Grossesses adolescentes : un silence criant
08 mars 2011
Le nombre des grossesses précoces ne cesse de progresser à travers le monde, particulièrement dans les pays en développement. Mais certains pays très développés comme les Etats-Unis et le Royaume-Uni, sont également concernés. Selon l’association Gynécologie Sans Frontières, qui vient d’organiser un colloque à Paris sur ce sujet, chaque jour dans le monde 38 500 de ces grossesses « adolescentes » seraient recensées.
Leurs conséquences socio-économiques et sanitaires sont très souvent, gravissimes. Les explications de Luc de Bernis, Conseiller principal en Santé maternelle auprès du Fonds des Nations-Unies pour la Population (UNFPA).
« En Ethiopie par exemple, l’âge moyen du mariage est de 16 ans. Cela veut dire que dans certains cas, l’union peut intervenir dès 8-9 ans. Or le mariage précoce est l’une des raisons majeures des grossesses adolescentes », nous explique-t-il.
Et ces grossesses se terminent trop souvent, en drames.« Les jeunes filles ont un risque plus élevé de décéder pendant leur grossesse et notamment leur accouchement, parce qu’elles sont davantage exposées aux complications. » La mortalité maternelle est ainsi, deux fois plus élevée chez les adolescentes que chez les autres femmes. « Beaucoup ont un bassin trop étroit et peuvent rester en travail pendant des heures, voire des jours si elles n’ont pas accès aux services de soins de santé maternelle », précise Luc de Bernis. Lorsqu’elles n’en meurent pas, elles risquent de souffrir d’une fistule obstétricale.
Celle-ci survient à l’occasion d’un travail anormalement prolongé, lorsque les tissus du vagin, de la vessie et/ou du rectum sont comprimés ou ischémiés par interruption de la circulation sanguine. Il en résulte l’établissement d’une communication anormale, d’un trou entre vessie et vagin ou rectum, provoquant une incontinence urinaire ou fécale. Cette communication se fait par une sorte de canal allongé en forme de flûte (fistula en latin) que l’on appelle une fistule. Ces complications dramatiques surviennent le plus souvent lorsque la parturiente n’a pu bénéficier d’une césarienne en temps voulu. « En raison de leur état, ces jeunes femmes sont alors bien souvent abandonnées par leur conjoint, exclues de leur famille ou de leur communauté ».

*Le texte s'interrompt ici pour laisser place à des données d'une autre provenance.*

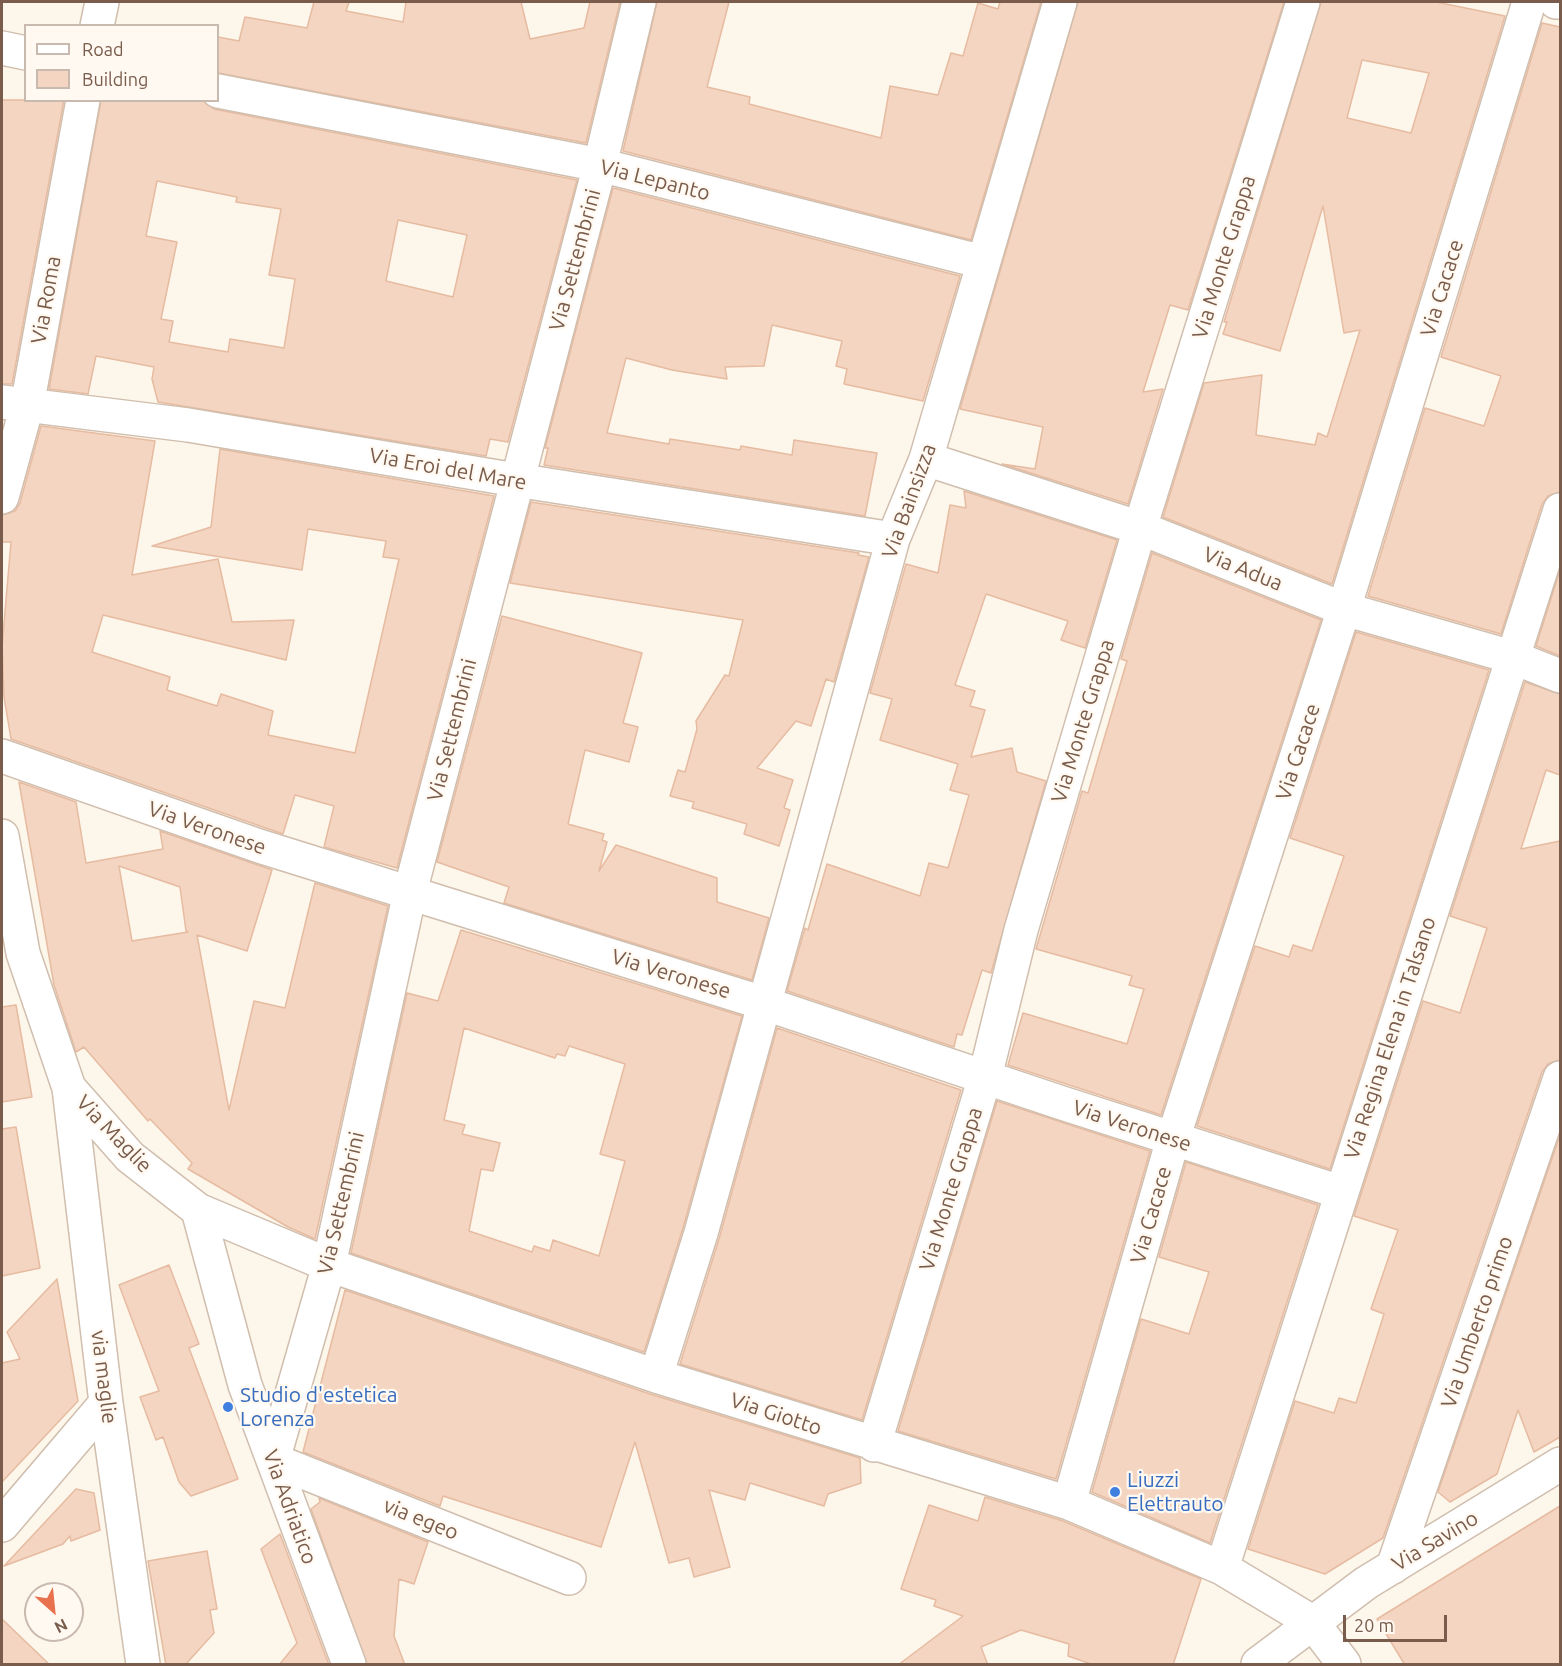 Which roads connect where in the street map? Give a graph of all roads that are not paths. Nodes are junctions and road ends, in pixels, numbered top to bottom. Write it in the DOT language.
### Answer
graph roads {
  1 [pos="102,2"];
  2 [pos="639,2"];
  3 [pos="1060,2"];
  4 [pos="1303,2"];
  5 [pos="1529,2"];
  6 [pos="97,24"];
  7 [pos="2,48"];
  8 [pos="24,53"];
  9 [pos="219,91"];
  10 [pos="83,102"];
  11 [pos="600,165"];
  12 [pos="983,262"];
  13 [pos="14,404"];
  14 [pos="926,459"];
  15 [pos="516,480"];
  16 [pos="2,497"];
  17 [pos="1560,510"];
  18 [pos="1140,528"];
  19 [pos="893,539"];
  20 [pos="1344,609"];
  21 [pos="1512,657"];
  22 [pos="1560,676"];
  23 [pos="2,756"];
  24 [pos="2,836"];
  25 [pos="410,892"];
  26 [pos="12,956"];
  27 [pos="764,1002"];
  28 [pos="985,1077"];
  29 [pos="1560,1078"];
  30 [pos="69,1088"];
  31 [pos="1173,1139"];
  32 [pos="1340,1192"];
  33 [pos="198,1210"];
  34 [pos="329,1265"];
  35 [pos="656,1376"];
  36 [pos="106,1403"];
  37 [pos="874,1445"];
  38 [pos="273,1460"];
  39 [pos="1560,1464"];
  40 [pos="1069,1503"];
  41 [pos="2,1525"];
  42 [pos="1393,1566"];
  43 [pos="1222,1568"];
  44 [pos="569,1578"];
  45 [pos="1312,1622"];
  46 [pos="143,1665"];
  47 [pos="349,1665"];
  48 [pos="1258,1665"];
  49 [pos="1344,1665"];
  1 -- 6 [label="street"];
  2 -- 11 [label="street, Via Settembrini"];
  3 -- 12 [label="street, Via Bainsizza"];
  4 -- 18 [label="street, Via Monte Grappa"];
  5 -- 20 [label="street, Via Cacace"];
  7 -- 8 [label="street"];
  9 -- 11 [label="street, Via Lepanto"];
  10 -- 13 [label="street, Via Roma"];
  11 -- 12 [label="street, Via Lepanto"];
  11 -- 15 [label="street, Via Settembrini"];
  12 -- 14 [label="street, Via Bainsizza"];
  13 -- 15 [label="street, Via Eroi del Mare"];
  13 -- 16 [label="street, Via Roma"];
  14 -- 18 [label="street, Via Adua"];
  14 -- 19 [label="street, Via Bainsizza"];
  15 -- 19 [label="street, Via Eroi del Mare"];
  15 -- 25 [label="street, Via Settembrini"];
  17 -- 21 [label="street, Via Regina Elena in Talsano"];
  18 -- 20 [label="street, Via Adua"];
  18 -- 28 [label="street, Via Monte Grappa"];
  19 -- 27 [label="street, Via Bainsizza"];
  20 -- 21 [label="street, Via Adua"];
  20 -- 31 [label="street, Via Cacace"];
  21 -- 22 [label="street, Via Adua"];
  21 -- 32 [label="street, Via Regina Elena in Talsano"];
  23 -- 25 [label="street, Via Veronese"];
  24 -- 26 [label="street, Via Maglie"];
  25 -- 27 [label="street, Via Veronese"];
  25 -- 34 [label="street, Via Settembrini"];
  26 -- 30 [label="street, Via Maglie"];
  27 -- 28 [label="street, Via Veronese"];
  27 -- 35 [label="street, Via Bainsizza"];
  28 -- 31 [label="street, Via Veronese"];
  28 -- 37 [label="street, Via Monte Grappa"];
  29 -- 42 [label="street, Via Umberto primo"];
  30 -- 33 [label="street, Via Maglie"];
  30 -- 36 [label="street, via maglie"];
  31 -- 32 [label="street, Via Veronese"];
  31 -- 40 [label="street, Via Cacace"];
  32 -- 43 [label="street, Via Regina Elena in Talsano"];
  33 -- 34 [label="street, Via Maglie"];
  33 -- 38 [label="street, Via Adriatico"];
  34 -- 35 [label="street, Via Giotto"];
  34 -- 38 [label="street, Via Settembrini"];
  35 -- 37 [label="street, Via Giotto"];
  36 -- 41 [label="street"];
  36 -- 46 [label="street, via maglie"];
  37 -- 40 [label="street, Via Giotto"];
  38 -- 44 [label="street, via egeo"];
  38 -- 47 [label="street, Via Adriatico"];
  39 -- 42 [label="street, Via Savino"];
  40 -- 43 [label="street, Via Giotto"];
  42 -- 45 [label="street, Via Savino"];
  43 -- 45 [label="street, Via Giotto"];
  45 -- 48 [label="street, Via Savino"];
  45 -- 49 [label="street"];
}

En collaboration avec de nombreux partenaires et en particulier des ONG, le FNUAP a lancé en 2004 une campagne mondiale visant à éradiquer la fistule obstétricale. Luc de Bernis estime qu’il reste beaucoup à faire dans les pays en développement. « Nous devons impérativement renforcer les services de santé de reproduction », insiste-t-il. « L’accès des adolescents à l’éducation sexuelle, à la contraception, au préservatif, sont des choses extrêmement importantes qui permettraient d’éviter les grossesses non désirées et celles survenant chez l’adolescente ».
Selon l’OMS, un grand nombre de ces cas pourrait être évité « en éliminant les pratiques traditionnelles nocives et en assurant l’accès aux soins obstétricaux en temps opportun ». Mais aussi en retardant l’âge de la première grossesse.